Разумеется, «исчезнуть» – не означает обязательно «вымереть»: может оказаться, суждено погибнуть лишь социальным структурам, «человеческий материал» может и сохраняться; впрочем, и против прямого истребления, как свидетельствует история, отнюдь не было выработано гарантий – участь, увы, уже постигшая некоторые «чересчур» традиционные общества. ‹…›

Мы отстали от передовых стран на 50-100 лет. Мы должны пробежать это расстояние в десять лет. Либо мы сделаем это, либо нас сомнут.
И. Сталин

В Северной Европе XVII столетия мы наблюдаем одновременное существование (в ряде случаев – возникновение) социальных институтов, которые характерны для современного общества. К ним относятся: 1) парламент; 2) рациональная бюрократия; 3) независимый суд; 4) академическая и университетская наука; 5) массовое производство и опосредующие его финансовые институты; 6) книгопечатание – зародыш будущей системы массовых коммуникаций.

Сами по себе эти – или подобные им – институты могли существовать и действительно существовали в других обществах. ‹…› Но последствий, аналогичных тем, что наблюдаются с началом Нового времени, мы там не наблюдаем. Центральная гипотеза настоящей работы состоит в том, что критическое значение имело именно их (вышеперечисленных институтов) одновременное существование, их взаимодействие, или, вернее, их взаимная поддержка. ‹…›

Существенной особенностью современного общества является системность его институтов. Их совокупность может эффективно функционировать только как система, т. е. как комплекс элементов, которые взаимодействуют и взаимно поддерживают друг друга. Если, по тем или иным причинам, общество, вступившее на путь модернизации, внедряет базисные институты современности лишь частично (выборочно) или формально (т. е. когда институты как таковые создаются, но ведущие принципы их работы отрицаются), попытка модернизации обречена на провал.

К сожалению, частичное и формальное заимствование – не редкость, а скорее – закономерность, ибо пример современности соблазнителен, но принципы ее парадоксальны. Эти принципы – не «естественные», не «человеческие». Они лежат за пределами человеческого понимания и человеческих интересов, пока и поскольку под «человеческим пониманием» и «человеческими интересами» мы имеем в виду понимание и интересы индивидуального человека ‹…› они суть принципы функционирования таких социальных механизмов, которые выходят за пределы непосредственных человеческих нужд и требуют от человека «неестественных» действий. ‹…›

Что шесть базисных элементов современности: представительная демократия, академическая наука, финансовые институты, рациональная бюрократия, независимый суд и свободные средства массовой информации – так или иначе связаны друг с другом, считается само собой разумеющимся.
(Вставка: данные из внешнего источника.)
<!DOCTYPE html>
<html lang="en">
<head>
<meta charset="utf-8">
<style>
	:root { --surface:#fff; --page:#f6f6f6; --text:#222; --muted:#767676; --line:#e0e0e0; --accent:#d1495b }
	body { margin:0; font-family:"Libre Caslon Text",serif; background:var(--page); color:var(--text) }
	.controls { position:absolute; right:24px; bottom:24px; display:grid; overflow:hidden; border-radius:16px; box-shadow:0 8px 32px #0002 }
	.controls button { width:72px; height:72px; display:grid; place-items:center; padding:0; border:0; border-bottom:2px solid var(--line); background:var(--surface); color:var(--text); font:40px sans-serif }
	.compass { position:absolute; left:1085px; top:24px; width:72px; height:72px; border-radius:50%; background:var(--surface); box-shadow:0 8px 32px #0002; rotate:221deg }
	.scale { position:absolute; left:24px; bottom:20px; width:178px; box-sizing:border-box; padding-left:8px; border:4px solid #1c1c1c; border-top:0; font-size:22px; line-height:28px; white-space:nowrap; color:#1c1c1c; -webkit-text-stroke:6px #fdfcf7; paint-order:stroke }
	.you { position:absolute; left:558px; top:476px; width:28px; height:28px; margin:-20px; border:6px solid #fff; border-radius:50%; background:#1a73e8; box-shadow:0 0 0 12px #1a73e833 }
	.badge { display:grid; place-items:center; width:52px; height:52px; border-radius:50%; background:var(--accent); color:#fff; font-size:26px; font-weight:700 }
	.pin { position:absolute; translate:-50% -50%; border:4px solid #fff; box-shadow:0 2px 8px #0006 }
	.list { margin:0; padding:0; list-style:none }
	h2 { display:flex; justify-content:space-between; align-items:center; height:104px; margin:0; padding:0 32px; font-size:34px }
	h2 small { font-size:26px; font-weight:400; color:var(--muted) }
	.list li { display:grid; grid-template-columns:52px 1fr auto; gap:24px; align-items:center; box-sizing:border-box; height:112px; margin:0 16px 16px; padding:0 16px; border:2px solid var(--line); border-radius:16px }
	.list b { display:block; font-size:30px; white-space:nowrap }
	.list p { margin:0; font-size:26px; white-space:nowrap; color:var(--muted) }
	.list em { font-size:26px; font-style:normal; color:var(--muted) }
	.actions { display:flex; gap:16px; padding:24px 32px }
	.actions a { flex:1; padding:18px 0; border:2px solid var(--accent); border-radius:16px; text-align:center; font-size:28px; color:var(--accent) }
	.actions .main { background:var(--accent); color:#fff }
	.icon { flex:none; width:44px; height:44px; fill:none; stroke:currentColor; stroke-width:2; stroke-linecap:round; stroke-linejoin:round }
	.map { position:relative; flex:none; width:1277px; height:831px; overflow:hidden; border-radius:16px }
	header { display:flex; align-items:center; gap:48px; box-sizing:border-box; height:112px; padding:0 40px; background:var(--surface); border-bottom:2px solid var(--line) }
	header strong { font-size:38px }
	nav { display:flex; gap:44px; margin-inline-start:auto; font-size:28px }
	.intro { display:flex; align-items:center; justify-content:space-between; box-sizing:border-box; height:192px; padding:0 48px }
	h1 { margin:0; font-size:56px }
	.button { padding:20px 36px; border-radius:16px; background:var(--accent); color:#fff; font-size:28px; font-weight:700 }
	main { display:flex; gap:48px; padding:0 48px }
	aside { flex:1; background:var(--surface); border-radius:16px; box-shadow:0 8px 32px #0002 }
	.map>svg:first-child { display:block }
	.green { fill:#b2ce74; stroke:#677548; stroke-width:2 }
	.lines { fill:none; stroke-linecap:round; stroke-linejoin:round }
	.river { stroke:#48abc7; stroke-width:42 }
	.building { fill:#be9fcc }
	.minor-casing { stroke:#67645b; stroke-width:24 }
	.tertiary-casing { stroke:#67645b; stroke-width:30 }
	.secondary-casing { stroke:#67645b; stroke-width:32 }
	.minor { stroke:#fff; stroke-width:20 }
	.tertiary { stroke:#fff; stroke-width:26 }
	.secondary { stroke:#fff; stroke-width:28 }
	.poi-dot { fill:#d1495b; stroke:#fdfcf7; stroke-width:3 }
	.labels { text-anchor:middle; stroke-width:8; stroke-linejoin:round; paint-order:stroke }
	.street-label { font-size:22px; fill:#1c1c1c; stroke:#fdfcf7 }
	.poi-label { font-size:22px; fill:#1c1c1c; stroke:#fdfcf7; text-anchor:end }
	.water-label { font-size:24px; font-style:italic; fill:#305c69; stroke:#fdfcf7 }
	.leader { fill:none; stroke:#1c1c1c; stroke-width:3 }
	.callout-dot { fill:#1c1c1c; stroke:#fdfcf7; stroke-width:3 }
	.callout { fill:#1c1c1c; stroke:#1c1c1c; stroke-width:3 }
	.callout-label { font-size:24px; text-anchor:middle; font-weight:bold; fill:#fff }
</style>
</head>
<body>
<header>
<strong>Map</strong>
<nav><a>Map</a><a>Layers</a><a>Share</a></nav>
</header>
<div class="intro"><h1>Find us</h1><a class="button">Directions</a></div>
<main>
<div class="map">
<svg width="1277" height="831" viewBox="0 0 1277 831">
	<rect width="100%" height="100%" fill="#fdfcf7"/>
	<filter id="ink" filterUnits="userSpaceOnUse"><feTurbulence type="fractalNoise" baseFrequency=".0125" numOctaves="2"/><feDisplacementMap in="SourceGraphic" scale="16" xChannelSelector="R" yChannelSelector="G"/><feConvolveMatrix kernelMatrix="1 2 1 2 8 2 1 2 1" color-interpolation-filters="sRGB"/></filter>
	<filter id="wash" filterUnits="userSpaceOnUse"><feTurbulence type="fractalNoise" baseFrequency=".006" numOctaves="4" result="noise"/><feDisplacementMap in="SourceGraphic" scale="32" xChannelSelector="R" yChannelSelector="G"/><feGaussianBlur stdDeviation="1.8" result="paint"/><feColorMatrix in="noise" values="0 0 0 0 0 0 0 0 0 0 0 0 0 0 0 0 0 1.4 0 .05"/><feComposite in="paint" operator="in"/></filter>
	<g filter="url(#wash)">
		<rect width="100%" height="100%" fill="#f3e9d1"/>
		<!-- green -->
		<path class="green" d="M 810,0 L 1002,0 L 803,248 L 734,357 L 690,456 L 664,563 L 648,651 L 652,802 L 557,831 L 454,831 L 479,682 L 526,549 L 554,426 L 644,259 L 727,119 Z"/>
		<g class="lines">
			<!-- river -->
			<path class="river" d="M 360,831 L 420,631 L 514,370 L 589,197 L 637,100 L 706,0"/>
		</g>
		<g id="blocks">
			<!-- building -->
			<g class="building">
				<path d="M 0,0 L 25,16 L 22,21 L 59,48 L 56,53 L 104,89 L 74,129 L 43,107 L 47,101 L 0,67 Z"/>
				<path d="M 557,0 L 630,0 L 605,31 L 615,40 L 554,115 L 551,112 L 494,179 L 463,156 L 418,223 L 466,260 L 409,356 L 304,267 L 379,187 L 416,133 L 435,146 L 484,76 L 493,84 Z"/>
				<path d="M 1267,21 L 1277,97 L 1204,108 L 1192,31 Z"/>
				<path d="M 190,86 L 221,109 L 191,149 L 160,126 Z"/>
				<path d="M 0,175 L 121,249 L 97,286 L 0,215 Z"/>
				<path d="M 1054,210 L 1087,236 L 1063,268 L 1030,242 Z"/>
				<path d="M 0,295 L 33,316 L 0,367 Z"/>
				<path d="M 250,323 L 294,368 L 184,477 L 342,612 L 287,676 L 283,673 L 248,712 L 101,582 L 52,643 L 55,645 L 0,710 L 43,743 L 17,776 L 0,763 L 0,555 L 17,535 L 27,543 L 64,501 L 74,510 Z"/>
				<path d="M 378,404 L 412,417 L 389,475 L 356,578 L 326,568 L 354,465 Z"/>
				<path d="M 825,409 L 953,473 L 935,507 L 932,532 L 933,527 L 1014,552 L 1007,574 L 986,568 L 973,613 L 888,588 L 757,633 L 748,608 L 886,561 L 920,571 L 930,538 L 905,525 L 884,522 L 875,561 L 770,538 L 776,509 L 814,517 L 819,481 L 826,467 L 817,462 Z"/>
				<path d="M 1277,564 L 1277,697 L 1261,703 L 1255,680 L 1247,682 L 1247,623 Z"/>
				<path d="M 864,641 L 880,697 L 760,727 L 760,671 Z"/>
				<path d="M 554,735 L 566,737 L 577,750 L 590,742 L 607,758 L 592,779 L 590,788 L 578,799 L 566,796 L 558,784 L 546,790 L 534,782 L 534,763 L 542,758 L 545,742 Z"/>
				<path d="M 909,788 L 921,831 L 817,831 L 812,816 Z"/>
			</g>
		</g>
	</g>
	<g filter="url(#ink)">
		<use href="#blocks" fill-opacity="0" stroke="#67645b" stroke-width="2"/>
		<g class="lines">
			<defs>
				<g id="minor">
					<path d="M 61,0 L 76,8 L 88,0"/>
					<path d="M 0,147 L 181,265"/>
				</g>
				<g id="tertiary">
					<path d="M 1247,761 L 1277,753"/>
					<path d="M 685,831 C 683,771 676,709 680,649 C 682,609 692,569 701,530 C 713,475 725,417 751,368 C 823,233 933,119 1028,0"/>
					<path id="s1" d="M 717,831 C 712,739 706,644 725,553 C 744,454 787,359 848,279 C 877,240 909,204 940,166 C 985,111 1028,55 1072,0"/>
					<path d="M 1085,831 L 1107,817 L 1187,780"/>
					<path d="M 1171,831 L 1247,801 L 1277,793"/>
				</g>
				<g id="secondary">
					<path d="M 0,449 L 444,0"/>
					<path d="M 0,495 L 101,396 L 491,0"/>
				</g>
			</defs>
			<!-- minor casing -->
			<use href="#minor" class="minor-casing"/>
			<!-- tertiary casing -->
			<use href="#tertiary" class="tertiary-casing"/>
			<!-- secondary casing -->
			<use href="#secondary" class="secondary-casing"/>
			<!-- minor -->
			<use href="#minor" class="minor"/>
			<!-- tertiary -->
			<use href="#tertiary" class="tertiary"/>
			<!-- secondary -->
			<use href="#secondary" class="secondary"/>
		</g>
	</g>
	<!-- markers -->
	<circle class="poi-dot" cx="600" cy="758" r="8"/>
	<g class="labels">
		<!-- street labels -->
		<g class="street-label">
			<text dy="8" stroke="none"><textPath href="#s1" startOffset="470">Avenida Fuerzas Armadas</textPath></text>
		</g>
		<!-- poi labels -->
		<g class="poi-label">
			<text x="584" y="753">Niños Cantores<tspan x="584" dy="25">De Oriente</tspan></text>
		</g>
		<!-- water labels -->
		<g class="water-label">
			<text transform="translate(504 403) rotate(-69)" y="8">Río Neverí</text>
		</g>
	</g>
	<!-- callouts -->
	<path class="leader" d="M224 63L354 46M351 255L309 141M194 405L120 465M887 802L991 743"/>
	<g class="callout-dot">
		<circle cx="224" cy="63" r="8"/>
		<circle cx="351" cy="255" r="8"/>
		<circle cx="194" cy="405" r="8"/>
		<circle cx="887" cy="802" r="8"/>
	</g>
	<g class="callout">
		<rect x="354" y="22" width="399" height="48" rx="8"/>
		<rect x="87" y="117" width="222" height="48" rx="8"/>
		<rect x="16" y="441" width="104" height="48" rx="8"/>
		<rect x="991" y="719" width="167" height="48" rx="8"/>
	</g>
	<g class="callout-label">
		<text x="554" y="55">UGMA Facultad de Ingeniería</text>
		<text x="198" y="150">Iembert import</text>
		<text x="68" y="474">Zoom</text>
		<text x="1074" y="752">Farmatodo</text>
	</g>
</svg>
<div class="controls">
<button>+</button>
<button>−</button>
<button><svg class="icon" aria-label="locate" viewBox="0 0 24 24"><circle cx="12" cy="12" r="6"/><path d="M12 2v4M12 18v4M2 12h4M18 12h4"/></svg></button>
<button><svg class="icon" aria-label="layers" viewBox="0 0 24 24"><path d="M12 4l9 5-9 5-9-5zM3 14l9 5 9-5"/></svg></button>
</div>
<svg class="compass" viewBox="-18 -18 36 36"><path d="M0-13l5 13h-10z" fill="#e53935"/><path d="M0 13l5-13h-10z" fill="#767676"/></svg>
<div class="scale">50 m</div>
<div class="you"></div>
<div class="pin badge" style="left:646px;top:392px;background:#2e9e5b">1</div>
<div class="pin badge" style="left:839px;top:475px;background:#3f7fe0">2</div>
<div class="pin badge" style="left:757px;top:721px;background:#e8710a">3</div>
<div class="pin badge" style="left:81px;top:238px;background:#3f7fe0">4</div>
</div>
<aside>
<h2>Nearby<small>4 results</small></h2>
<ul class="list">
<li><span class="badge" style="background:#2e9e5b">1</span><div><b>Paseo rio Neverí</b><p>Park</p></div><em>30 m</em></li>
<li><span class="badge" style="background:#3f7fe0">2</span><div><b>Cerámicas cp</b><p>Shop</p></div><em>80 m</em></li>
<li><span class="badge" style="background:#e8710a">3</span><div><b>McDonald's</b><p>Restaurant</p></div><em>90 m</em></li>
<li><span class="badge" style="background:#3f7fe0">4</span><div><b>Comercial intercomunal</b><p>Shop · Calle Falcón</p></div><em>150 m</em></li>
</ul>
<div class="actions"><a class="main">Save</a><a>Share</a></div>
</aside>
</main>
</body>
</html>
Однако, как правило, почти не принимается во внимание то, что связь эта ‹…› далеко не столь очевидна. ‹…› Другими словами, если эта связь существует ‹…› знание о ней ‹…› не дар «демократической благодати» ‹…› и не «врожденная идея» демократического ума. Современное сознание усвоило эту идею, но оно усвоило ее из опыта, и, следовательно, нет оснований полагать, что такое знание предшествовало созданию институтов современности. ‹…›

Мы не вправе утверждать, что различные элементы современности связаны друг с другом причинно-следственной зависимостью, что рынок, например, ведет к демократии (или наоборот). Из опыта нам известно только то, что рынок и демократия сосуществуют, но отнюдь не то, что они порождают друг друга ‹…› ‹…› сосуществование рынка и демократии (равно как и всех остальных базовых элементов современного общества) объясняется не взаимным порождением, а взаимной поддержкой. Рынок не может регулировать распределение ресурсов должным образом, если он не опирается на институты представительной демократии и академическую науку. В этом случае он оказывается просто неэффективным и уступает место иным распределительным механизмам. ‹…› Так же обстоит дело и с демократией: если она не опирается на рыночную экономику и академическую науку, то вырождается в анархию, и от нее волей-неволей приходится отказаться из соображений самосохранения. Без демократии и рынка наука не генерирует инноваций или бессильна воплотить их в практику и, значит, остается занятием для досужих любителей. ‹…› Рациональная бюрократия, выведенная из-под контроля демократических институтов, мгновенно коррумпируется. ‹…› Иными словами, изолированные элементы современности не выживают или преображаются до неузнаваемости. Именно поэтому и только поэтому мы всегда наблюдаем их вместе. Но модернизация никогда не будет осуществлена, если, «скопировав» какие-то институты современности, мы просто станем ждать, когда из них «вырастет» все остальное.

 

С. ХАНТИНГТОН. СТОЛКНОВЕНИЕ ЦИВИЛИЗАЦИЙ

[16]

Хантингтон Самуэль (р. 1927) – американский политолог, директор Института стратегических исследований в Гарвардском университете. Специалист в области сравнительной политологии, транзитологии (раздела политологии, изучающего переход от авторитаризма к демократии), международных отношений. В 1993 г. его статья «Столкновение цивилизаций» в журнале «Foreign Affairs» вызвала самое большое после Второй мировой войны число откликов. Идеи статьи развиты в книге «Столкновение цивилизаций».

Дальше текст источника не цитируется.